Editing a Book about Queen Elizabeth II
I just finished reading Andrew Marr’s recent book The Real Elizabeth: An Intimate Portrait of Queen Elizabeth II. Well, I sort of read it. I turned all the pages and read the parts that were interesting. I’m sorry to say that it didn’t take long. Despite the promising title (“An Intimate Portrait”), there wasn’t much that I didn’t already know.
At first I thought the book would be fun to read: An “intimate” portrait of the Queen – wow! (Here’s a picture of the corner of my kitchen where my royal souvenirs are displayed.)

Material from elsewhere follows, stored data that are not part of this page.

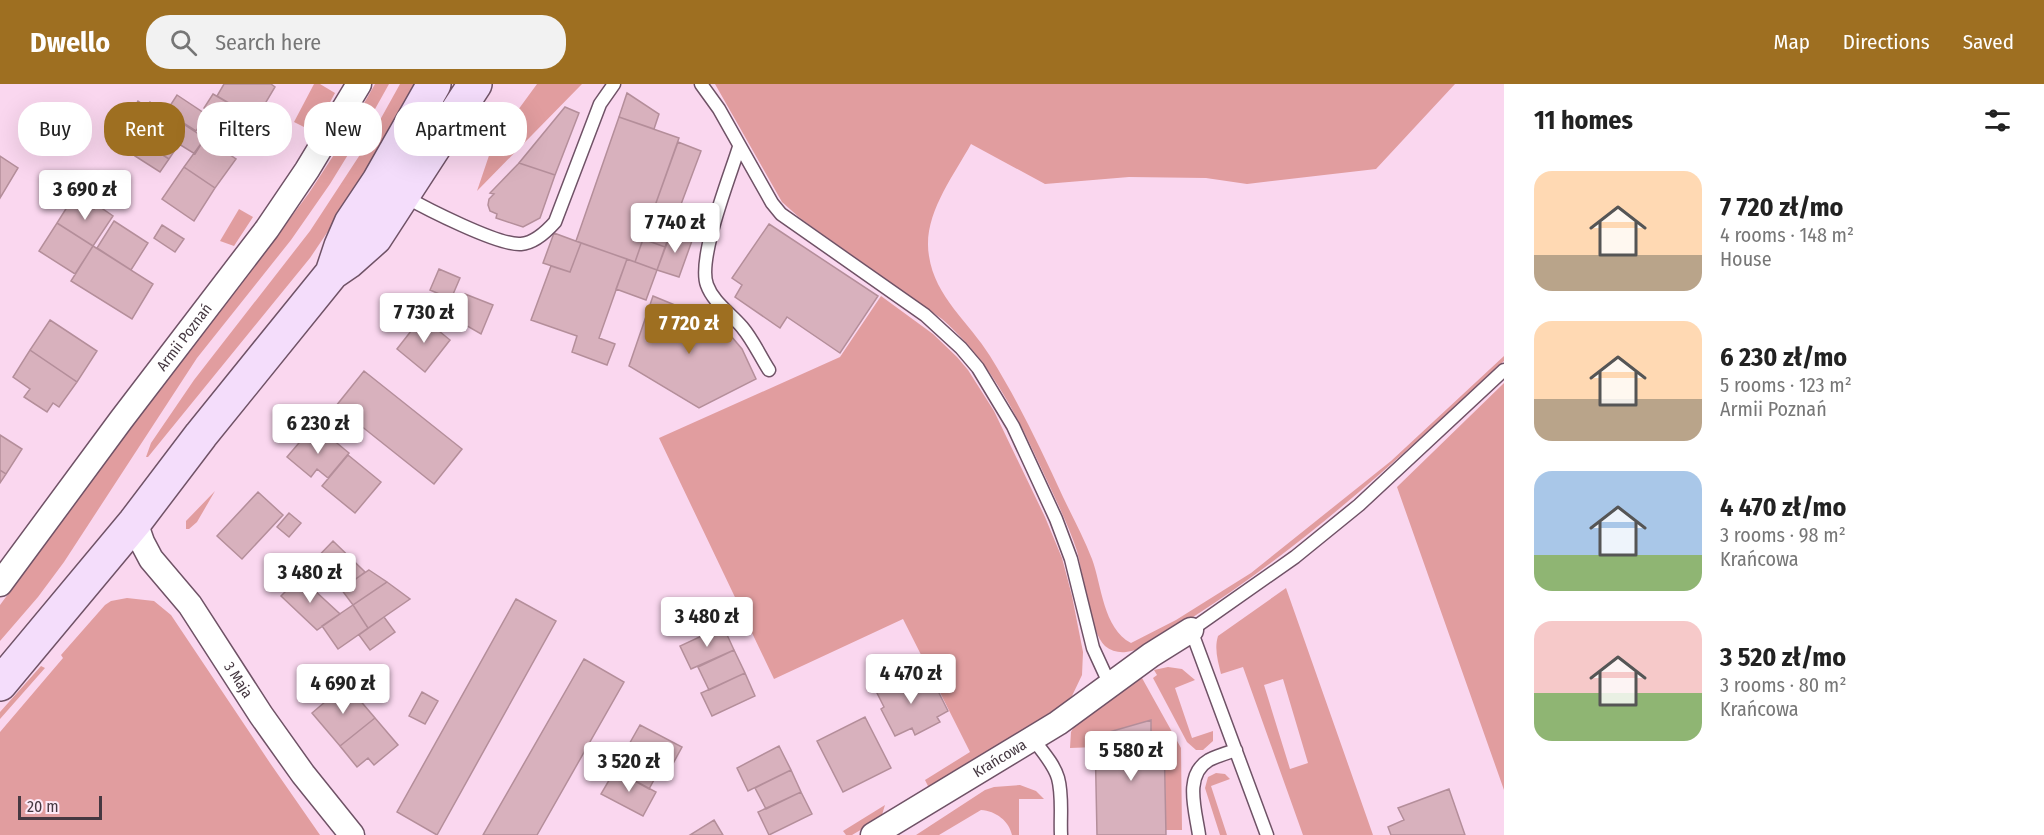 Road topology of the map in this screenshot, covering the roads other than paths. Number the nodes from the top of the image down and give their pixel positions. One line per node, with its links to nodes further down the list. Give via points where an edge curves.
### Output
1 (359, 84): 12 (street, Armii Poznań, via 267,229)
2 (434, 84): 8 (main road, via 351,223)
3 (475, 84): 7 (main road)
4 (614, 84): 7 (lane, via 600,104 555,222 541,236 521,244 506,242 441,216)
5 (701, 84): 6 (lane)
6 (739, 147): 9 (lane, via 708,246 704,273 713,297 744,329); 15 (lane, via 781,214 924,315 961,348 989,385 1013,426 1065,542 1093,648)
7 (404, 196): 8 (main road, via 375,238)
8 (332, 273): 11 (main road)
9 (769, 370)
10 (1504, 370): 13 (lane, via 1343,518 1278,570)
11 (135, 522): 14 (main road); 18 (street, 3 Maja, via 151,559 190,605 267,723)
12 (0, 584)
13 (1191, 630): 15 (street, Krańcowa); 17 (lane)
14 (0, 684)
15 (1110, 685): 16 (street, Krańcowa)
16 (1033, 739): 19 (street, Krańcowa); 20 (lane, via 1058,779)
17 (1236, 750): 21 (lane, via 1208,761 1196,774 1193,794); 22 (lane)
18 (352, 835)
19 (873, 835)
20 (1060, 835)
21 (1199, 835)
22 (1267, 835)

The book was published by a well-established publisher, Henry Holt: A good sign. Another good omen was finding that comprised was used correctly in Chapter 1. (It means “included,” not “composed.”) And there was yet another good sign: Marrs properly referred to the annual birthday observance for the Queen as “Trooping the Colour.” Even Crawfie (the Queen’s governess when she was growing up) got that one wrong, incorrectly inserting an “of” after “Trooping” in one of her books.
But then the book showed signs of sloppiness and haste. After the account of Prince Charles’s arrival, I naturally expected to read about Princess Anne, Prince Andrew, and Prince Edward, along with details about their upbringing and schooling. Nope. Suddenly we switched to prime ministers and state visits – the subject of the entire second half of the book.

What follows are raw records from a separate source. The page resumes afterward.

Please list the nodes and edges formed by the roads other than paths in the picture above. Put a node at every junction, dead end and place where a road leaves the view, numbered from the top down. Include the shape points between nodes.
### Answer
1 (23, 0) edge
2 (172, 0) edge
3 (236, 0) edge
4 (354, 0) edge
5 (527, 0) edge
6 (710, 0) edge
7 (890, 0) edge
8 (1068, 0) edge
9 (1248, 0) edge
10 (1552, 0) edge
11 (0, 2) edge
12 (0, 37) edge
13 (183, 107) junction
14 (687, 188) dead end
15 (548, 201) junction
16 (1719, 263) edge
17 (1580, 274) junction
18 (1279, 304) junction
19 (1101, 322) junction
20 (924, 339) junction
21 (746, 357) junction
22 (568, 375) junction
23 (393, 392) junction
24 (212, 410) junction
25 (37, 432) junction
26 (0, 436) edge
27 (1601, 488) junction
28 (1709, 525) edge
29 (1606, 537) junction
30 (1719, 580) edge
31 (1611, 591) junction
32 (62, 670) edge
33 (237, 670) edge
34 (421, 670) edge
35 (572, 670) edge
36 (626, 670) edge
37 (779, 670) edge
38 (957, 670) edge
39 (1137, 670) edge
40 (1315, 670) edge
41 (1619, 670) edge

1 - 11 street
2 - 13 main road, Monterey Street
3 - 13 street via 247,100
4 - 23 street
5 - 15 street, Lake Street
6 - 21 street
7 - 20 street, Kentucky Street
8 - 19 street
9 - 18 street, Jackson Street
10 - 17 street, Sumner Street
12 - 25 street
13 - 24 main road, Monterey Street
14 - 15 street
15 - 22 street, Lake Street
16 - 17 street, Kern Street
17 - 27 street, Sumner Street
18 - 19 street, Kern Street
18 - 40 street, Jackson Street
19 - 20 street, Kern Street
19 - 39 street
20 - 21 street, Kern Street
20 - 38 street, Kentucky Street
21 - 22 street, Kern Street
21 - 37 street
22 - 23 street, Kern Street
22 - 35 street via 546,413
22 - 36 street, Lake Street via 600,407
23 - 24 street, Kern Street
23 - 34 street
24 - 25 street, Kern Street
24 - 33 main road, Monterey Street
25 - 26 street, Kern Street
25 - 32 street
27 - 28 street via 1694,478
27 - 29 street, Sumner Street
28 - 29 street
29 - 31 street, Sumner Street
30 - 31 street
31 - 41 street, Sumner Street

And then there was a whopper, and I completely lost interest in the book: Princess Margaret married Anthony Armstrong-Jones. I prayed that it was just a one-time typo, but no: Again and again the Princess’s husband (well, ex-husband) was referred to as Anthony.
Please, Mr. Marr: His name is Antony.
Details matter. Good writers hire experienced editors to help them get the details right. Katharine Hepburn spelled her first name with an “a,” not an “e.” The capital of New York state is Albany, not New York City (and technically speaking, there’s no such place as “New York City”: It’s New York, New York).
Errors are everywhere. Many of the plants commonly called “palms” are actually coonties, and some plants we casually label as “cactuses” are actually agaves or yuccas. Credit unions aren’t banks, flags fly at half-mast only on ships (the correct term is “half staff”), and spiders aren’t insects – they’re arachnids. The possessive form of people is people’s, with the apostrophe before the “s,” and semicolons aren’t the same as commas, despite the wishful thinking of many misinformed writers.
Not long ago I was interested in buying a self-published book I saw offered on an e-book website – until I saw that “scornful” was misspelled in the title.
Editing. Fact-checking. Accuracy. They all matter – if, that is, you’re serious about wanting readers to buy whatever it is that you’ve written.